● WHAT IS EXPECTED: Leave out the pictures and copy every record exactly.

** Opening DATA FOR THE TASK block **

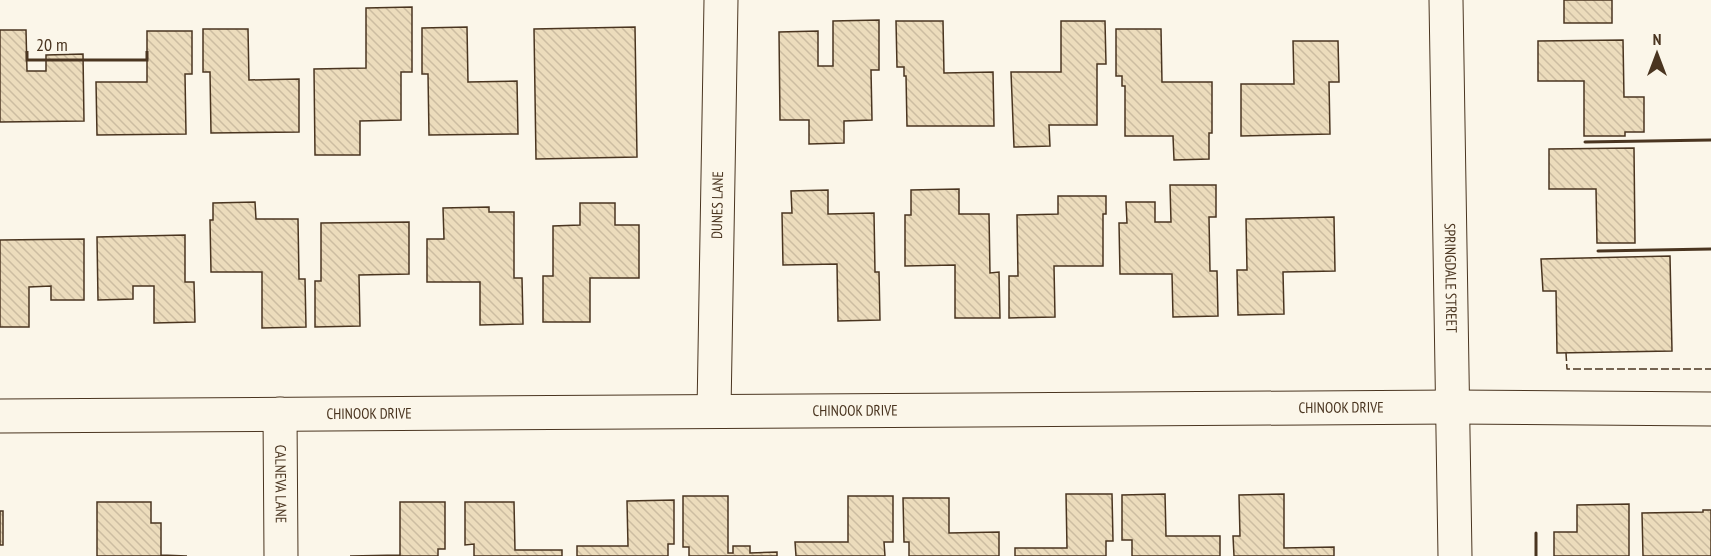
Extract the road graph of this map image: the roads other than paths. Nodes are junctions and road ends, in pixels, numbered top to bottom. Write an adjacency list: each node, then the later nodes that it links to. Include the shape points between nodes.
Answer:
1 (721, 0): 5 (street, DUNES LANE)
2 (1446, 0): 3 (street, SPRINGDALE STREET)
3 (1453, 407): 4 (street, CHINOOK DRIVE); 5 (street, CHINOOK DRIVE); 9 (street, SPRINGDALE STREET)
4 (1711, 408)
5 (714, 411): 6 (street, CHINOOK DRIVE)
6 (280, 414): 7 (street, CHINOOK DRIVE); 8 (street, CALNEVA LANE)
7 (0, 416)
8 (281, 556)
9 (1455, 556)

** Closing DATA FOR THE TASK block **

● TASK RESPONSE:
Extract the road graph of this map image: the roads other than paths. Nodes are junctions and road ends, in pixels, numbered top to bottom. Write an adjacency list: each node, then the later nodes that it links to. Include the shape points between nodes.
Answer:
1 (721, 0): 5 (street, DUNES LANE)
2 (1446, 0): 3 (street, SPRINGDALE STREET)
3 (1453, 407): 4 (street, CHINOOK DRIVE); 5 (street, CHINOOK DRIVE); 9 (street, SPRINGDALE STREET)
4 (1711, 408)
5 (714, 411): 6 (street, CHINOOK DRIVE)
6 (280, 414): 7 (street, CHINOOK DRIVE); 8 (street, CALNEVA LANE)
7 (0, 416)
8 (281, 556)
9 (1455, 556)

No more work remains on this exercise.